◆ What to work on
Search the records for the string "crossings" and copy every line where it turns up.

◆ Collected data
- - -

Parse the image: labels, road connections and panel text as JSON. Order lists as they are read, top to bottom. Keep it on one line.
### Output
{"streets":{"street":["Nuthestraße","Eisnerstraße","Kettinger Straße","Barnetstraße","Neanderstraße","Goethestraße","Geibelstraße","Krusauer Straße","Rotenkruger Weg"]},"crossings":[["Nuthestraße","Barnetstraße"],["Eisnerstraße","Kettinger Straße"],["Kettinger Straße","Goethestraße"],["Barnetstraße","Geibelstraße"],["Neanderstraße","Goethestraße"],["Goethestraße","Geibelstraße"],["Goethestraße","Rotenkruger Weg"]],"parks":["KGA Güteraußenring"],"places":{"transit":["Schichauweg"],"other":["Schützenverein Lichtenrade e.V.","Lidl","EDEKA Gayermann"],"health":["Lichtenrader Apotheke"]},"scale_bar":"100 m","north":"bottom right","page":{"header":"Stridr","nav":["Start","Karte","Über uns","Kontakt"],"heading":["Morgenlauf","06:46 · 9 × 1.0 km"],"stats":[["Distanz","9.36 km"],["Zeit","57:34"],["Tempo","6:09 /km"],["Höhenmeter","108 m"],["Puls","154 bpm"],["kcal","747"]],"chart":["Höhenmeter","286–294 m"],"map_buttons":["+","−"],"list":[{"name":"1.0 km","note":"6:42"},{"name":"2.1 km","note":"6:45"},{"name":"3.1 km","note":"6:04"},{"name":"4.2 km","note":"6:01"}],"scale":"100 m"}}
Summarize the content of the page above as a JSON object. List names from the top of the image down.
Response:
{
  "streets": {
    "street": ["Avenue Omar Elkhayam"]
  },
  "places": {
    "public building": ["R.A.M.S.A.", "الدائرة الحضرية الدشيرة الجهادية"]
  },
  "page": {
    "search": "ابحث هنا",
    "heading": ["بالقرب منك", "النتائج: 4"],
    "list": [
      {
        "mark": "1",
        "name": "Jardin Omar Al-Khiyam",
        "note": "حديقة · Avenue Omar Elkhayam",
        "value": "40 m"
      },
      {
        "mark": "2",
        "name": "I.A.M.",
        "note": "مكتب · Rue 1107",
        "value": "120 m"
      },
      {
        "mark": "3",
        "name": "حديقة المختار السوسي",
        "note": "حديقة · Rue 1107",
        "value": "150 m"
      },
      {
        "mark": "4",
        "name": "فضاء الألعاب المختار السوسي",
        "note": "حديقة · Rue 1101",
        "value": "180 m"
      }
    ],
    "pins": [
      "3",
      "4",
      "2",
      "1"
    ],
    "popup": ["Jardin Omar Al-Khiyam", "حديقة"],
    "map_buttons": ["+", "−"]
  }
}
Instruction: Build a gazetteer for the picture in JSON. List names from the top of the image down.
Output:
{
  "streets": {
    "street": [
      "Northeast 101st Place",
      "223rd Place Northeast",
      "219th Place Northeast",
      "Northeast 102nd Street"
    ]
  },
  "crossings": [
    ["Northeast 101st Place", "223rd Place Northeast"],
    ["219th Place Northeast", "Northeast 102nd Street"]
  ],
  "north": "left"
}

- - -

◆ Answer
{"streets":{"street":["Nuthestraße","Eisnerstraße","Kettinger Straße","Barnetstraße","Neanderstraße","Goethestraße","Geibelstraße","Krusauer Straße","Rotenkruger Weg"]},"crossings":[["Nuthestraße","Barnetstraße"],["Eisnerstraße","Kettinger Straße"],["Kettinger Straße","Goethestraße"],["Barnetstraße","Geibelstraße"],["Neanderstraße","Goethestraße"],["Goethestraße","Geibelstraße"],["Goethestraße","Rotenkruger Weg"]],"parks":["KGA Güteraußenring"],"places":{"transit":["Schichauweg"],"other":["Schützenverein Lichtenrade e.V.","Lidl","EDEKA Gayermann"],"health":["Lichtenrader Apotheke"]},"scale_bar":"100 m","north":"bottom right","page":{"header":"Stridr","nav":["Start","Karte","Über uns","Kontakt"],"heading":["Morgenlauf","06:46 · 9 × 1.0 km"],"stats":[["Distanz","9.36 km"],["Zeit","57:34"],["Tempo","6:09 /km"],["Höhenmeter","108 m"],["Puls","154 bpm"],["kcal","747"]],"chart":["Höhenmeter","286–294 m"],"map_buttons":["+","−"],"list":[{"name":"1.0 km","note":"6:42"},{"name":"2.1 km","note":"6:45"},{"name":"3.1 km","note":"6:04"},{"name":"4.2 km","note":"6:01"}],"scale":"100 m"}}
  "crossings": [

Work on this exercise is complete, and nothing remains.